The benefit amount for Social Security disability insurance is determined by a person's work history and the amount they have contributed though payroll taxes to the Social Security system. Learn more about how much SSDI pays.

Lump-Sum Back Payments

SSDI claimants almost always receive a certain amount in past due benefits, or "backpay," which is payable in a lump-sum payment. You can receive back pay from the time you filed your application, plus as much as 12 months retroactive to this date. Whether you'll get a full year of backpay depends on when you became disabled. Your disability onset date (when your disability is decided to have begun) drives your date of entitlement to benefits (which is five months after your onset date, due to a five-month waiting period for SSDI). So if your onset date is 17 months ago or more, you'll receive a full year's backpay. In any case, backpay can amount to thousands of dollars simply because disability cases take so long to be decided.

Learn more about backpay in Social Security disability cases.

Medical Benefits

You will receive Medicare benefits two years after the time you are deemed eligible for Social Security disability insurance benefits.
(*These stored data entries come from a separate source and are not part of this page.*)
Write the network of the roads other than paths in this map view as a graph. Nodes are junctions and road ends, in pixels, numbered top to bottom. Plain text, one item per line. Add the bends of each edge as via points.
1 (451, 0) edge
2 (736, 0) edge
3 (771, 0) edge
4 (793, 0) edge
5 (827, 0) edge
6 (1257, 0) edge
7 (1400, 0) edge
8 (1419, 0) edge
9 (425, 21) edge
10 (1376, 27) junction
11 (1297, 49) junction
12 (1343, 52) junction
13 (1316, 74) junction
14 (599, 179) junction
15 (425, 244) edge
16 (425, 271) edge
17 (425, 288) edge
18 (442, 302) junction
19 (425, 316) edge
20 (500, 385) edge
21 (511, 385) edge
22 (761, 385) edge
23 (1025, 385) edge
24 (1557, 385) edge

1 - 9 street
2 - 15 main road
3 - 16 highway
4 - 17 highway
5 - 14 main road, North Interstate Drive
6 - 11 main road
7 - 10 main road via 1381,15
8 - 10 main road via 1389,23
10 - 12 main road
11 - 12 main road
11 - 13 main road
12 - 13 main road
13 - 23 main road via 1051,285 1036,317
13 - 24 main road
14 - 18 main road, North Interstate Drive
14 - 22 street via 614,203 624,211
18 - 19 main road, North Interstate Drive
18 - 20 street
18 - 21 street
This does not mean that Medicare benefits become available two years after you are approved for SSDI or two years after the payments have started. Instead, you'll receive Medicare benefits two years after your eligibility for benefits has been established (in other words, two years after your date of entitlement). Remember, your date of entitlement is your disability onset date plus five months, on account of the SSDI waiting period.

For example, if a claimant is awarded disability benefits and is given an established onset date (when the disability is judged to have begun, based on a review of the medical evidence) three years prior to the awarding of benefits, then the two-year Medicare clock starts from the established onset date plus the five-month waiting period that applies to all Social Security disability cases.

In many cases, since the SSA takes so long to decide cases, you'll be approved for Medicare at the same time you are approved for SSDI benefits. In other words, you will have "served" the required two-year wait for Medicare benefits by the time you receive your first Social Security disability check. (See our article on the Medicare waiting period for more information.)

Family Benefits

Your spouse or minor or disabled children may also be eligible to receive "auxiliary" SSDI benefits. Learn more about SSDI benefits for dependents.

For more information on government benefits, read our article on the help you can receive when you are applying for disability.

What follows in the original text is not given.